Required work
Please copy every line of the material exactly.

Record extracts
= = = = = = =
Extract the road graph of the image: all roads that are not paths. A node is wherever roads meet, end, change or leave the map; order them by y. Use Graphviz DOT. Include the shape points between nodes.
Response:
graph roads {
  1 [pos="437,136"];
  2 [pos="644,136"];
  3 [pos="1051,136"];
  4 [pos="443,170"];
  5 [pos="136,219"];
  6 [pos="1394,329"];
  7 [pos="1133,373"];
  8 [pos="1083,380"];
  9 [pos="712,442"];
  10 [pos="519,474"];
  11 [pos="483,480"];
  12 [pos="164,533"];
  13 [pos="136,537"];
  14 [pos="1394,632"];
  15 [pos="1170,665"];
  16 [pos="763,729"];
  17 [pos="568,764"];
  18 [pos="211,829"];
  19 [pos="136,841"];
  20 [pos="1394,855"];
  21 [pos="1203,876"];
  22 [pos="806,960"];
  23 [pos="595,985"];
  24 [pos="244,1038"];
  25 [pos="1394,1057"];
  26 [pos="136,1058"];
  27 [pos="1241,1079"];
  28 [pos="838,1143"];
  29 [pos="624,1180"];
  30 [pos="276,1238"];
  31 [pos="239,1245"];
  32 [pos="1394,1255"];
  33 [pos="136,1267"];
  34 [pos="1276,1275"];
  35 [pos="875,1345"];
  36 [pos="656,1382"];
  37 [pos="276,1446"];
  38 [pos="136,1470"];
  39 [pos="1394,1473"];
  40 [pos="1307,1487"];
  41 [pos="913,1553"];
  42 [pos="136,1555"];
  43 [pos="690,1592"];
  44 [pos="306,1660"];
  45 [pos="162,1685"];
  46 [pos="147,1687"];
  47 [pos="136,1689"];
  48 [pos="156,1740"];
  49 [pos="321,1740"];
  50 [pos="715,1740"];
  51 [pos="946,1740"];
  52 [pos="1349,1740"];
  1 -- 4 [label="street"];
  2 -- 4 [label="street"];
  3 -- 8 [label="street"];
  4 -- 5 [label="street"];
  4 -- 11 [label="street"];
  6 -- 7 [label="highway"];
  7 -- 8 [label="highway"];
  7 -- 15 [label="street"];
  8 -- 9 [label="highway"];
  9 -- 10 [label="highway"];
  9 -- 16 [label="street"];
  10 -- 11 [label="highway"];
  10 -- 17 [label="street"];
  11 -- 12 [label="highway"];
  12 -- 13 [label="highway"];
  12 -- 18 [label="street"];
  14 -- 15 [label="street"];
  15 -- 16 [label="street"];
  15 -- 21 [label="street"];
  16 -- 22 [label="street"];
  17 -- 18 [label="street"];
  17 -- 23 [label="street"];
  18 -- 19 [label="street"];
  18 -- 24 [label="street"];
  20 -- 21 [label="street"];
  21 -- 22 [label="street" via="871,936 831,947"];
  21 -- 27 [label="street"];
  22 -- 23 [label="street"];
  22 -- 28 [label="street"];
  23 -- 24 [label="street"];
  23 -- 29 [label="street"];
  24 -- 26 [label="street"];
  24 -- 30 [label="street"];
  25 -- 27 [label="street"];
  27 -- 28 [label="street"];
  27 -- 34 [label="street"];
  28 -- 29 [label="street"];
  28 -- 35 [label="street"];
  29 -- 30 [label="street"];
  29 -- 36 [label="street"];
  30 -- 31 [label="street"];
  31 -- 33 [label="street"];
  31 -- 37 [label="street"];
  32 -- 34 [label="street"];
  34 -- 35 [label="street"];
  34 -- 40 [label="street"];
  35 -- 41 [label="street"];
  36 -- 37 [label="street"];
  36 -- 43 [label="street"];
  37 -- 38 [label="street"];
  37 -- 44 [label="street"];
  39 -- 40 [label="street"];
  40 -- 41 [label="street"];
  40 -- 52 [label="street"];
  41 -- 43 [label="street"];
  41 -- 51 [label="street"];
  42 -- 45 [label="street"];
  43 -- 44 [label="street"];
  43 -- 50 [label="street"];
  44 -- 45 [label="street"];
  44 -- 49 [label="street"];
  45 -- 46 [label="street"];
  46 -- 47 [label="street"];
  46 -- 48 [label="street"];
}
= = = = = = =
Finished task
Extract the road graph of the image: all roads that are not paths. A node is wherever roads meet, end, change or leave the map; order them by y. Use Graphviz DOT. Include the shape points between nodes.
Response:
graph roads {
  1 [pos="437,136"];
  2 [pos="644,136"];
  3 [pos="1051,136"];
  4 [pos="443,170"];
  5 [pos="136,219"];
  6 [pos="1394,329"];
  7 [pos="1133,373"];
  8 [pos="1083,380"];
  9 [pos="712,442"];
  10 [pos="519,474"];
  11 [pos="483,480"];
  12 [pos="164,533"];
  13 [pos="136,537"];
  14 [pos="1394,632"];
  15 [pos="1170,665"];
  16 [pos="763,729"];
  17 [pos="568,764"];
  18 [pos="211,829"];
  19 [pos="136,841"];
  20 [pos="1394,855"];
  21 [pos="1203,876"];
  22 [pos="806,960"];
  23 [pos="595,985"];
  24 [pos="244,1038"];
  25 [pos="1394,1057"];
  26 [pos="136,1058"];
  27 [pos="1241,1079"];
  28 [pos="838,1143"];
  29 [pos="624,1180"];
  30 [pos="276,1238"];
  31 [pos="239,1245"];
  32 [pos="1394,1255"];
  33 [pos="136,1267"];
  34 [pos="1276,1275"];
  35 [pos="875,1345"];
  36 [pos="656,1382"];
  37 [pos="276,1446"];
  38 [pos="136,1470"];
  39 [pos="1394,1473"];
  40 [pos="1307,1487"];
  41 [pos="913,1553"];
  42 [pos="136,1555"];
  43 [pos="690,1592"];
  44 [pos="306,1660"];
  45 [pos="162,1685"];
  46 [pos="147,1687"];
  47 [pos="136,1689"];
  48 [pos="156,1740"];
  49 [pos="321,1740"];
  50 [pos="715,1740"];
  51 [pos="946,1740"];
  52 [pos="1349,1740"];
  1 -- 4 [label="street"];
  2 -- 4 [label="street"];
  3 -- 8 [label="street"];
  4 -- 5 [label="street"];
  4 -- 11 [label="street"];
  6 -- 7 [label="highway"];
  7 -- 8 [label="highway"];
  7 -- 15 [label="street"];
  8 -- 9 [label="highway"];
  9 -- 10 [label="highway"];
  9 -- 16 [label="street"];
  10 -- 11 [label="highway"];
  10 -- 17 [label="street"];
  11 -- 12 [label="highway"];
  12 -- 13 [label="highway"];
  12 -- 18 [label="street"];
  14 -- 15 [label="street"];
  15 -- 16 [label="street"];
  15 -- 21 [label="street"];
  16 -- 22 [label="street"];
  17 -- 18 [label="street"];
  17 -- 23 [label="street"];
  18 -- 19 [label="street"];
  18 -- 24 [label="street"];
  20 -- 21 [label="street"];
  21 -- 22 [label="street" via="871,936 831,947"];
  21 -- 27 [label="street"];
  22 -- 23 [label="street"];
  22 -- 28 [label="street"];
  23 -- 24 [label="street"];
  23 -- 29 [label="street"];
  24 -- 26 [label="street"];
  24 -- 30 [label="street"];
  25 -- 27 [label="street"];
  27 -- 28 [label="street"];
  27 -- 34 [label="street"];
  28 -- 29 [label="street"];
  28 -- 35 [label="street"];
  29 -- 30 [label="street"];
  29 -- 36 [label="street"];
  30 -- 31 [label="street"];
  31 -- 33 [label="street"];
  31 -- 37 [label="street"];
  32 -- 34 [label="street"];
  34 -- 35 [label="street"];
  34 -- 40 [label="street"];
  35 -- 41 [label="street"];
  36 -- 37 [label="street"];
  36 -- 43 [label="street"];
  37 -- 38 [label="street"];
  37 -- 44 [label="street"];
  39 -- 40 [label="street"];
  40 -- 41 [label="street"];
  40 -- 52 [label="street"];
  41 -- 43 [label="street"];
  41 -- 51 [label="street"];
  42 -- 45 [label="street"];
  43 -- 44 [label="street"];
  43 -- 50 [label="street"];
  44 -- 45 [label="street"];
  44 -- 49 [label="street"];
  45 -- 46 [label="street"];
  46 -- 47 [label="street"];
  46 -- 48 [label="street"];
}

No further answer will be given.